The Canadian Red Ensign

Monday, May 16, 2011

This and That No. 12

WHAT NOT TO READ BEFORE GOING TO CHURCH

Before going to Holy Communion yesterday morning I decided to look over the Winnipeg Sun. In the op/ed pages there was a column by Warren Kinsella entitled “Doors barred to Israel hater, but Islamophobe ushered in”. Against my better judgment I decided to read it.

I say that it was against my better judgment because Warren Kinsella is not a man I like very much. I generally disagree with everything he has to say and the way he says it. Reading a Kinsella column can produce one of two negative emotions that should not be brought into Holy Communion. The first is anger, an emotion the Master expressly warned that we should not take to the altar with us. The second is pride. It is very easy to get a sense of personal superiority when one reads Kinsella’s column, and we are to take the Sacrament with a spirit of humility and repentance not a spirit of pride.

So against my better judgment I read Kinsella’s column. I was not surprised to find that he took pretty much the exact opposite position on everything I took in my last essay “The Long War Against Free Speech In Canada”. I would be horribly disgusted with myself if that were not the case.

In his column Kinsella accuses the Harper government of letting a “Muslim-hating white supremacist” into Canada. He is referring to Geert Wilders, Dutch politician, and leader of the Party for Freedom. He also calls him a “creep” and a “lunatic” but we need not concern ourselves with that. Being called names by Kinsella is a compliment and Mr. Wilders should consider it a badge of honour.

Calling someone a “white supremacist” is a bit different than calling someone a “creep” or a “lunatic”, however. The last two terms are just insults. Few people take them seriously. Calling someone a “white supremacist” can ruin that person’s reputation and/or his career, place him in danger of violence, and possibly even put him at risk of legal harassment.

Is Geert Wilders a white supremacist? No. He is a classical liberal who wants restrictions on immigration to the Netherlands, particularly Islamic immigration, not for racial reasons but for cultural reasons. He believes Islam to be incompatible with the liberal tradition of individualism and democratic institutions which he defends. Is he right or is he wrong? That is a matter of debate and Kinsella is, as he should be, free to disagree with Wilders.

To call him a “white supremacist”, however, is absurd and low, although not unexpected when one considers the source.

Kinsella goes on to contrast Mr. Wilders recent visit to Canada, with George Galloway’s having been barred from the country two years ago. Note that Kinsella supports the ban on Galloway:

When kooky anti-Israel British politician George Galloway wanted to visit Canada in 2009, the Conservatives (appropriately) denied him entry, citing his extremism as justification.

Why was the denial of entry to Galloway appropriate? His supposed “extremism” consisted of remarks critical of the government of Israel and a humanitarian mission to bring relief supplies to the Gaza Strip (which is governed by the terrorist organization Hamas thanks to the American government’s foolish insistence upon bringing democracy to these regions). How can anyone take seriously the Harper government’s absurd claim that he poses a security risk to Canada because of this?

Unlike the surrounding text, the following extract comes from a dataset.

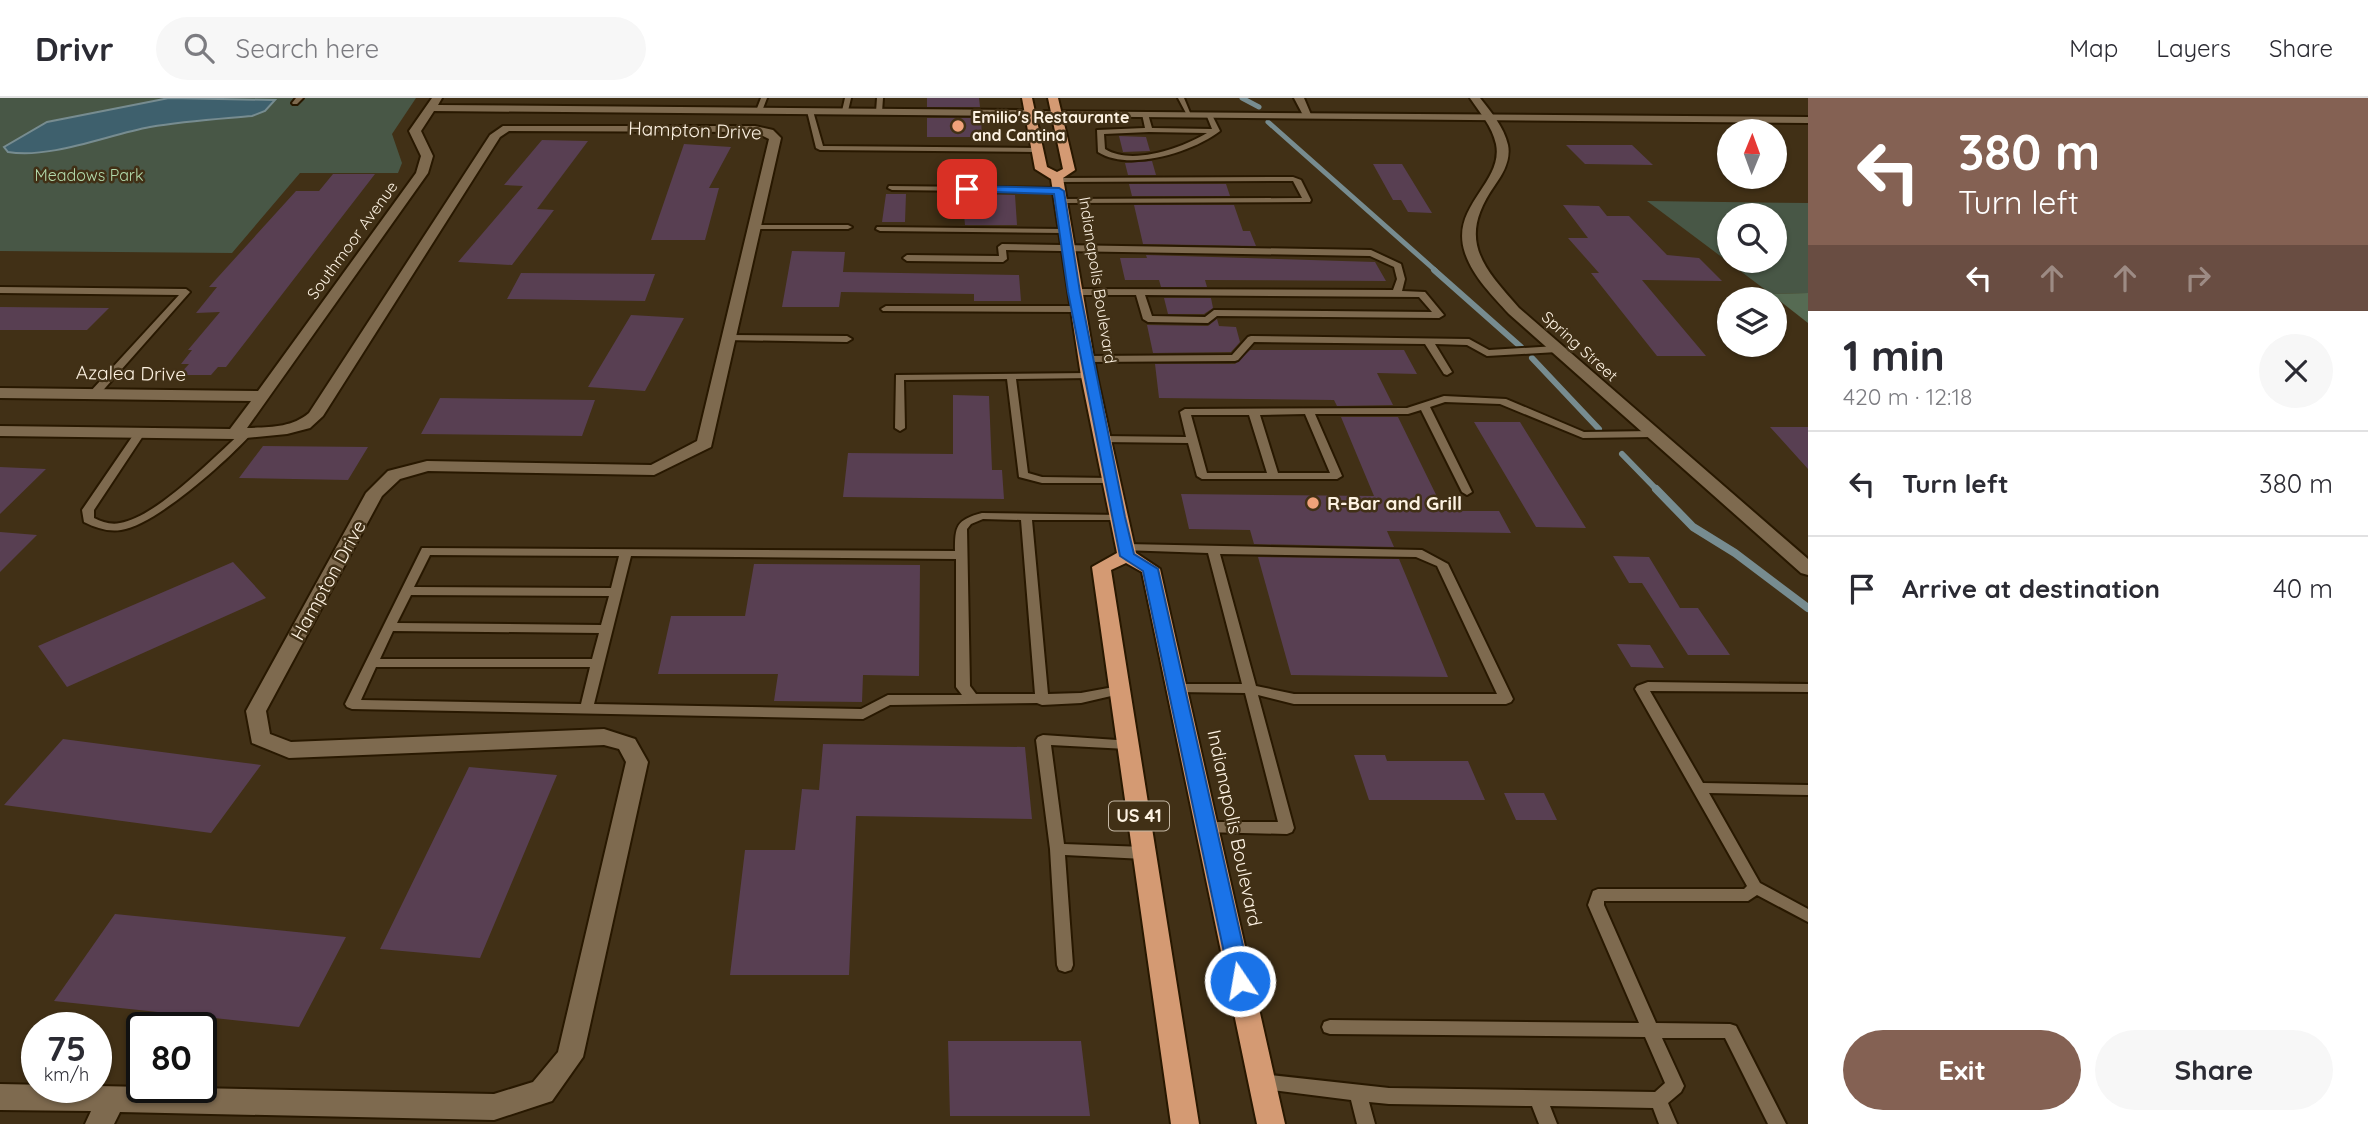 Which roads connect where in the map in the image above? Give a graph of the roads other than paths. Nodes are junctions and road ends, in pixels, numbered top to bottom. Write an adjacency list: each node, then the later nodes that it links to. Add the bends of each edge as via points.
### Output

George Galloway is a leftist ideologue. He is a lot closer to Kinsella’s political beliefs than he is to mine, yet I say he should have been allowed into Canada to speak, just as Mr. Wilders has been. Neither man is a threat to Canada, both have unique perspectives and people in Canada who wish to hear them speak. There is no good purpose that could be accomplished by banning either man.

That, of course, is the difference between my position and Kinsella’s. I support the freedom of speech even of people like Galloway whose views are diametrically opposed to my own.

Blast it all. There is pride sneaking in.

The next time I decide to glance at the Winnipeg Sun before going to the Eucharist I am going to have to avoid Kinsella’s column and flip directly to more wholesome material like the Sunshine Girl.

THE EXCEPTION

In my last essay “The Long War Against Free Speech in Canada” I described how Canada’s defamation laws are currently biased in favour of the complainant creating great potential for their abuse. Labels like “white supremacist”, “racist”, and “neo-nazi” are popularly associated with violence and racial oppression, can ruin a person’s social status and career, and can lead to that person being targeted for violence by anti-racist terrorist thugs.

One would think, that in a country where defamation laws are so strict, that people would be extra careful about how they use these harmful labels. On the contrary, however, these labels are carelessly thrown at anyone who disagrees with multiculturalism and liberal immigration by the media, liberal and leftist politicians, and progressive bloggers.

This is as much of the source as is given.